I am going to tell you a story—a love story. We are old friends, the kind who have known one another since childhood. Back then, we met only once per year during summer holidays, enough to forge a friendship that has lasted since then.
I have to admit that as I grew up and my interests turned around, our ties become looser and looser until few years ago, when my life made one of it periodic shifts. One of the implications of being a scientist is that you get to travel a lot and change the place you call home quite frequently. After my Ph.D., I moved to the U.S. to work at the Marine Biological Laboratory in Woods Hole, across the street from WHOI, where we reunited, as he was part of the research group I joined.
Although we never worked together then, we spent four summers and three winters side by side, time that allowed us to better know each other. We become close friends. As usually happens, I didn’t realize how much I enjoyed his company until it was too late. A year ago I had to move again, as I was starting a new position at Brown University. Although we are not so far away from each other, I missed our everyday encounters right away.
But who knows if destiny exists because even though now we seldom see each other, we interact indirectly during my work at Brown. This has allowed me to realize that he is full of surprises, and my enthusiasm about him and all his secrets has grown lately. However, it has been during this cruise that I finally have fallen in love with the Ocean.
This cruise is full of first-timers, but I beat them all. For me, this has been the first time I enrolled on a ship, slept on a ship, lost sight of land, and saw only water day after day for weeks. I had to learn how to defeat seasickness while working hard at the same time. I became familiar with the ship’s murmurs and terminology, which is English at Foreign Language level 10000. I have loved it all. But what makes a trip like this so unique is the people on it, from crewmembers to my already familiar colleges. An oceanographic cruise is only possible because of a huge team effort, and it has been great to become part of it.
Being out here has been an incredible opportunity to better know the Ocean. And for that, there is nothing like a dive in Alvin. The inside of the sphere is quite similar to the Apollo spacecraft you can see in the Smithsonian’s National Air and Space Museum in Washington, a tiny space full of buttons but without seats.
A ride in Alvin is actually quite peaceful, and the views are spectacular. At first, what shocked me most was how full of life the Ocean is regardless of what I have read about him being mostly a blue dessert. The dive started with an unexpected visit from a manta ray that hung out with us for a little bit. It was impressive to see her flying around the sub over and over with curiosity.

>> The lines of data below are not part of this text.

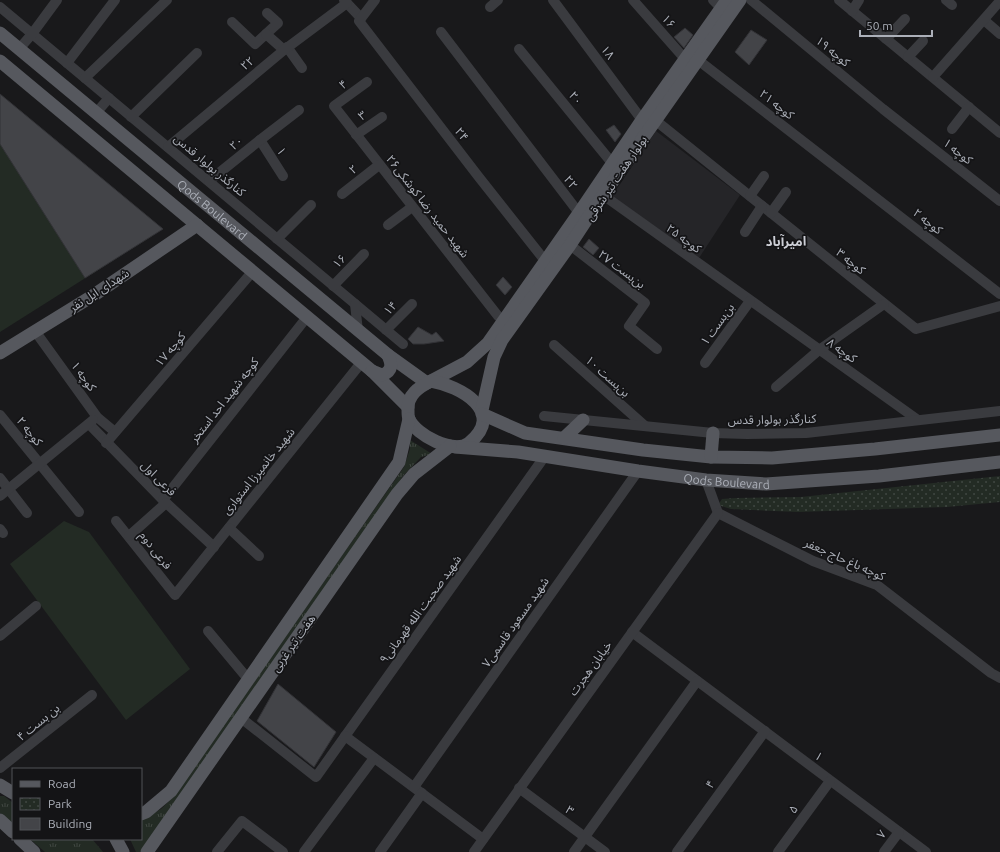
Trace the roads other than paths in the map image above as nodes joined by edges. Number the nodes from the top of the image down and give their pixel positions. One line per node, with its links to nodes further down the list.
1 (57, 0): 25 (street)
2 (115, 0): 37 (street)
3 (167, 0): 40 (street)
4 (374, 0): 19 (street)
5 (498, 0): 16 (street)
6 (553, 0): 49 (street, ۱۸)
7 (633, 0): 35 (street, ۱۶)
8 (740, 0): 35 (main road, بولوار هفت تیر شرقی)
9 (751, 0): 51 (street, کوچه ۱۹)
10 (839, 0): 17 (street)
11 (860, 0): 17 (street)
12 (345, 2): 19 (street, ۲۴); 31 (street, ۲۲)
13 (1000, 2): 21 (street)
14 (720, 3): 35 (main road, بولوار هفت تیر شرقی)
15 (0, 7): 25 (street, کنارگذر بولوار قدس)
16 (490, 7)
17 (852, 11): 28 (street)
18 (267, 13): 26 (street)
19 (360, 19): 80 (street, ۲۴)
20 (905, 19): 28 (street)
21 (984, 20): 27 (street); 39 (street)
22 (232, 22): 26 (street)
23 (441, 32): 72 (street, ۲۲)
24 (0, 33): 30 (main road, Qods Boulevard)
25 (32, 34): 30 (street); 37 (street, کنارگذر بولوار قدس)
26 (266, 34): 31 (street)
27 (1000, 34)
28 (886, 39): 34 (street)
29 (922, 41): 34 (street)
30 (19, 48): 46 (main road, Qods Boulevard)
31 (285, 49): 38 (street); 57 (street, ۲۲)
32 (519, 49): 58 (street, ۲۰)
33 (197, 53): 47 (street)
34 (908, 57): 39 (street)
35 (691, 59): 49 (main road, بولوار هفت تیر شرقی); 50 (main road, بولوار هفت تیر شرقی); 60 (street, کوچه ۲۱)
36 (0, 62): 74 (main road, Qods Boulevard)
37 (67, 63): 40 (street, کنارگذر بولوار قدس)
38 (302, 68)
39 (932, 77): 44 (street)
40 (85, 78): 42 (street, کنارگذر بولوار قدس)
41 (367, 82): 43 (street, ۴)
42 (109, 98): 46 (street); 47 (street, کنارگذر بولوار قدس)
43 (334, 106): 54 (street, شهید حمید رضا کوشکی۲۶)
44 (969, 107): 52 (street); 53 (street)
45 (299, 110): 55 (street, ۲۰)
46 (96, 113): 93 (main road, Qods Boulevard)
47 (131, 117): 57 (street, کنارگذر بولوار قدس)
48 (382, 117): 54 (street, ۳)
49 (642, 120): 56 (main road, بولوار هفت تیر شرقی)
50 (655, 120): 56 (main road, بولوار هفت تیر شرقی); 67 (street, کوچه ۳)
51 (899, 122): 68 (street, کوچه ۱)
52 (952, 129)
53 (999, 129)
54 (356, 135): 59 (street, شهید حمید رضا کوشکی۲۶)
55 (260, 140): 61 (street, ۱); 63 (street, ۲۰)
56 (633, 143): 58 (main road, بولوار هفت تیر شرقی); 66 (main road, بولوار هفت تیر شرقی)
57 (168, 147): 63 (street, کنارگذر بولوار قدس)
58 (612, 163): 72 (main road, بولوار هفت تیر شرقی)
59 (379, 165): 65 (street, ۲); 71 (street, شهید حمید رضا کوشکی۲۶)
60 (840, 169): 83 (street, کوچه ۲)
61 (283, 176)
62 (764, 176): 67 (street)
63 (209, 182): 77 (street, کنارگذر بولوار قدس)
64 (786, 192): 73 (street)
65 (342, 194)
66 (603, 195): 78 (main road, بولوار هفت تیر شرقی); 84 (street, کوچه ۲۵)
67 (750, 196): 70 (street, کوچه ۳)
68 (1000, 201)
69 (311, 205): 77 (street)
70 (762, 206): 73 (street, کوچه ۳); 76 (street)
71 (412, 207): 75 (street); 90 (street, شهید حمید رضا کوشکی۲۶)
72 (579, 213): 80 (main road, بولوار هفت تیر شرقی)
73 (771, 213): 87 (street, کوچه ۳)
74 (197, 225): 81 (main road, Qods Boulevard); 92 (main road, شهدای ایل نفر)
75 (388, 225)
76 (745, 232)
77 (277, 239): 82 (street, کنارگذر بولوار قدس)
78 (570, 245): 96 (street, بن‌بست ۲۷); 105 (main road, بولوار هفت تیر شرقی)
79 (364, 254): 82 (street, ۱۶)
80 (546, 262): 90 (main road, بولوار هفت تیر شرقی)
81 (252, 272): 89 (main road, Qods Boulevard); 114 (street, کوچه ۱۷)
82 (333, 286): 85 (street, کنارگذر بولوار قدس)
83 (1000, 294)
84 (750, 301): 97 (street, کوچه ۸); 100 (street, بن‌بست ۱)
85 (356, 304): 91 (street, کنارگذر بولوار قدس); 93 (street)
86 (412, 304): 91 (street, ۱۴)
87 (884, 304): 88 (street, کوچه ۳); 97 (street)
88 (1000, 306)
89 (307, 317): 101 (main road, Qods Boulevard); 131 (street, کوچه شهید احد استخر)
90 (504, 321): 102 (main road, بولوار هفت تیر شرقی)
91 (386, 330): 94 (street, کنارگذر بولوار قدس)
92 (35, 331): 98 (main road, شهدای ایل نفر); 109 (street, کوچه ۱)
93 (358, 331): 99 (main road, Qods Boulevard)
94 (402, 344)
95 (554, 345): 113 (street, بن‌بست ۱۰)
96 (657, 349)
97 (819, 350): 103 (street); 111 (street, کوچه ۸)
98 (0, 353)
99 (388, 355): 101 (main road); 102 (main road, Qods Boulevard)
100 (705, 363)
101 (367, 367): 106 (main road, Qods Boulevard); 136 (street, شهید خانمیرزا استواری)
102 (429, 382): 105 (main road); 106 (main road)
103 (776, 387)
104 (1000, 411): 111 (street, کنارگذر بولوار قدس)
105 (482, 412): 115 (main road, Qods Boulevard); 120 (main road)
106 (408, 413): 120 (main road); 146 (main road, هفت تیر غربی)
107 (0, 415): 125 (street, کوچه ۲)
108 (544, 416): 110 (street, کنارگذر بولوار قدس)
109 (98, 417): 112 (street); 114 (street, کوچه ۱)
110 (583, 420): 113 (street, کنارگذر بولوار قدس); 118 (main road)
111 (918, 420): 116 (street, کنارگذر بولوار قدس)
112 (89, 424): 119 (street, فرعی اول); 125 (street)
113 (645, 426): 116 (street, کنارگذر بولوار قدس)
114 (115, 432): 119 (street, کوچه ۱۷)
115 (525, 433): 118 (main road, Qods Boulevard); 121 (main road)
116 (713, 433): 123 (main road)
117 (1000, 435): 123 (main road, Qods Boulevard)
118 (564, 438): 123 (main road, Qods Boulevard)
119 (106, 443): 131 (street, فرعی اول)
120 (453, 446): 121 (main road, Qods Boulevard); 149 (main road, هفت تیر غربی)
121 (518, 452): 122 (main road, Qods Boulevard)
122 (546, 456): 126 (main road, Qods Boulevard); 151 (street, شهید صحبت الله قهرمانی۹)
123 (711, 457)
124 (1000, 462): 128 (main road, Qods Boulevard)
125 (40, 464): 129 (street); 132 (street, کوچه ۲)
126 (638, 471): 128 (main road, Qods Boulevard); 156 (street, شهید مسعود قاسمی۷)
127 (0, 478): 129 (street)
128 (706, 480): 134 (street)
129 (9, 489): 130 (street); 133 (street)
130 (0, 496)
131 (164, 502): 137 (street, کوچه شهید احد استخر); 138 (street, فرعی اول)
132 (79, 512)
133 (27, 513)
134 (718, 513): 143 (street, خیابان هجرت); 145 (street, کوچه باغ حاج جعفر)
135 (116, 521): 137 (street, فرعی دوم)
136 (229, 528): 138 (street, شهید خانمیرزا استواری); 139 (street)
137 (128, 536): 140 (street, فرعی دوم)
138 (214, 547): 140 (street, شهید خانمیرزا استواری)
139 (259, 556)
140 (175, 595)
141 (36, 606): 144 (street)
142 (208, 631): 146 (street)
143 (632, 632): 147 (street, ۱); 157 (street, خیابان هجرت)
144 (0, 636)
145 (1000, 678)
146 (248, 679): 160 (main road, هفت تیر غربی)
147 (697, 681): 150 (street, ۱); 164 (street)
148 (92, 695): 153 (street, بن بست ۴)
149 (241, 718): 151 (street, شهید صحبت الله قهرمانی۹); 168 (main road, هفت تیر غربی)
150 (765, 731): 154 (street, ۱); 176 (street, ۴)
151 (345, 736): 152 (street)
152 (374, 758): 156 (street); 171 (street)
153 (0, 768)
154 (830, 780): 163 (street, ۱); 177 (street, ۵)
155 (0, 785): 158 (main road)
156 (414, 787): 159 (street)
157 (519, 788): 164 (street, ۳); 165 (street, خیابان هجرت)
158 (12, 792)
159 (422, 794): 165 (street); 172 (street)
160 (142, 814)
161 (0, 820): 162 (main road)
162 (12, 831)
163 (899, 832): 178 (street, ۷); 179 (street, ۱)
164 (585, 837): 174 (street); 175 (street, ۳)
165 (483, 839): 173 (street, خیابان هجرت)
166 (117, 840): 167 (main road)
167 (123, 852)
168 (147, 852)
169 (217, 852): 170 (street)
170 (283, 852)
171 (304, 852)
172 (380, 852)
173 (474, 852)
174 (574, 852)
175 (605, 852)
176 (676, 852)
177 (778, 852)
178 (884, 852)
179 (926, 852)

During the descent, the lights from bioluminescent organisms accompanied us all the way down except at the depths of the oxygen minimum zone, where we were completely surrounded by the dark. But even that cannot prepare you for the explosion of diversity in the vents. I felt like we were entering a subaquatic garden where the dominants colors were white, red and yellow. Later that day, once I was back on Atlantis, I looked at the Ocean with a new awareness of his enormousness and importance for the whole planet. In that very same moment I knew that this was my first but not last cruise, as now my heart has been stolen by the deep blue sea.